How Will Advertising’s New Equality Advocacy Groups Grow While Staying Grassroots?

Organizations like Allyship & Action, Where Are the Black Designers? and 600 & Rising want to make long-term impacts on the industry

Screenshot from Allyship & Action’s summit
Allyship & Action’s three-hour summit drew 2,000 attendees with keynotes from industry pros including director, digital transformation and culture at Adidas Krys Burnette and global ecd at Samsung Mobile Jayanta Jenkins.
Allyship & Action

Key insights:

The past month saw an explosion of grassroots organizations formed by Black advertising professionals and allies to develop solutions to reverse systemic racism in the industry. New groups including Allyship & Action, 600 & Rising and Where Are the Black Designers? have gained momentum through support from peers and high-profile talent.

Each group wants to bring permanent, systemic change, which likely means bringing in corporate sponsors. But how can these new organizations with populist appeal keep their authenticity while working within the system they’re trying to overhaul? It’s a question they’ll work in parallel to answer, but also one where they can find guidance from the industry’s established advocacy groups, like Adcolor and the 3% Movement.

Choosing partners that won’t hurt your message

Work (and life) partners Nate Nichols and Steffi Behringer, who lead creative agency Palette Group, launched the first Allyship & Action virtual summit in June. They gathered industry pros to discuss what being an ally means and brainstorm solutions for improving industry diversity.

Nichols and Behringer were motivated after seeing companies post reactionary messages of solidarity and black tiles on Instagram in response to the publicized police killing of George Floyd and subsequent Black Lives Matter protests.

Nichols said choosing a future corporate partner would depend on the actions the brand had taken to fight oppression. “Most statements from companies are performative,” Nichols said. “If you’re not going to be rooted in empathy in your decisions, then we can’t partner with you.”

600 & Rising logo
Young and Bennett gave themselves a 90-day timetable for next steps to enact D&I reforms. 600 & Rising has already amassed more than 2,600 members.
600 & Rising

Kat Gordon, founder and CEO of the 3% Movement, said finding the right partners was often tricky. Gordon advises developing fundraising strategies for financial stability to avoid needing partners that could potentially harm an organization’s goals.

“No one has a heritage completely untainted by missteps, and no one has an impeccable record, including 3%, on these issues,” Gordon said. “The problem with demanding only the most pristine brands is that there aren’t enough of them.”

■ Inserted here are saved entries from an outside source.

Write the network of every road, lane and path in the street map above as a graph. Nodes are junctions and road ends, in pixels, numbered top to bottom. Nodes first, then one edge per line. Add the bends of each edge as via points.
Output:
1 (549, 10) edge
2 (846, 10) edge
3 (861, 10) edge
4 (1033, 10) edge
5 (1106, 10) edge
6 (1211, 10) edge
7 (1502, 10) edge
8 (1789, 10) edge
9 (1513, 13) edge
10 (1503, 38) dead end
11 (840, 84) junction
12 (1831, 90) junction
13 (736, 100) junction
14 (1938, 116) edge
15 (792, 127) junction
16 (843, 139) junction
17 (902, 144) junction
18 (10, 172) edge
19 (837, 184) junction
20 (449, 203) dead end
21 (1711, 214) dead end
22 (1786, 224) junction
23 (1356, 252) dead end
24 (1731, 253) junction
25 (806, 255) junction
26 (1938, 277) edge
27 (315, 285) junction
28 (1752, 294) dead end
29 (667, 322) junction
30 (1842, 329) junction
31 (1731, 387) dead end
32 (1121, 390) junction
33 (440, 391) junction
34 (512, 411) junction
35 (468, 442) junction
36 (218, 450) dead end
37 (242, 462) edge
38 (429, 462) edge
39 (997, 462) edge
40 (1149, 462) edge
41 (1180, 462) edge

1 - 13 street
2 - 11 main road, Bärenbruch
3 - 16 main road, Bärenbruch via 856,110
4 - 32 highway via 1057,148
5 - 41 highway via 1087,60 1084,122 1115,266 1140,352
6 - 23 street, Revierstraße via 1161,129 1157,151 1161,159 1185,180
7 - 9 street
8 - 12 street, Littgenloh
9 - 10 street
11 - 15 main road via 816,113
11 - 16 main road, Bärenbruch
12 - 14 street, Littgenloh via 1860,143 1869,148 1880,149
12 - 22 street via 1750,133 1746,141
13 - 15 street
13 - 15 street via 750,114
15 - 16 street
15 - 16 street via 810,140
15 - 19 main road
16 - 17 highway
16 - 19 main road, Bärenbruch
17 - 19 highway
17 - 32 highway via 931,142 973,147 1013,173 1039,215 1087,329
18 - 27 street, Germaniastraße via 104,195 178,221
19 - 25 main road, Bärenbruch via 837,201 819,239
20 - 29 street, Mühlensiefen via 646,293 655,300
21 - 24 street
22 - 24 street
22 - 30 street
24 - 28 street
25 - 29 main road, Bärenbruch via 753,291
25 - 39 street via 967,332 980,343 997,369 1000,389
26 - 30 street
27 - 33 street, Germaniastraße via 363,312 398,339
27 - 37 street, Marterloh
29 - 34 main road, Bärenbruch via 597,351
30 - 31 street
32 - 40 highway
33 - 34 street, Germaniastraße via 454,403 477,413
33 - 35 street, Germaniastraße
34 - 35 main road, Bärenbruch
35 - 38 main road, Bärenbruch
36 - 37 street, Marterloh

Gordon continued that the best way for these grassroots organizations to get their bearings would be to assemble a board of advisors representing the different areas of the industry they want to reach, decide what type of funding makes the most sense for growth and involve young voices from the get-go.

Ad execs Nathan Young and Bennett D. Bennett launched nonprofit 600 & Rising to develop long-term programs advocating for Black employees and to hold agencies accountable. They already secured its first major partner (the 4A’s) to advise agencies on addressing racism moving forward. Young said the nonprofit is committed to being independent and won’t be majorly reliant on outside funding.

Tiffany R. Warren, svp and chief diversity officer of Omnicom and founder of Adcolor, said group leaders need to stay true to who they are and find partners that champion those values.

Building off initial fanfare

UX designers Mitzi Okou and Garrett Albury launched Where Are the Black Designers? in June with a virtual conference to expose industry inequality and offer solutions to improve diversity in design, creative and tech. The organization’s name poses a rhetorical question inspired by graphic designer Cheryl D. Miller’s 1987 Print magazine article “Black Designers Missing in Action” and creator of the Revision Path podcast and principal of creative studio Lunch Maurice Cherry’s 2015 SXSW presentation of the same name.

Screenshot from the Where Are the Black Designers? event
The first six-hour event of Where Are the Black Designers? drew 13,000 views since its June 27 broadcast. Along with Black and POC design pros, author Roxane Gay was a surprise moderator.

“We want to confront the industry with the obstacles Black and POC designers have to go through to achieve [half the success] of our white counterparts,” Okou said. “This is not a moment; this is a movement. We don’t plan on letting down. This means a lot, not only to us but to a population of people that have not had a seat at the table for a very long time.”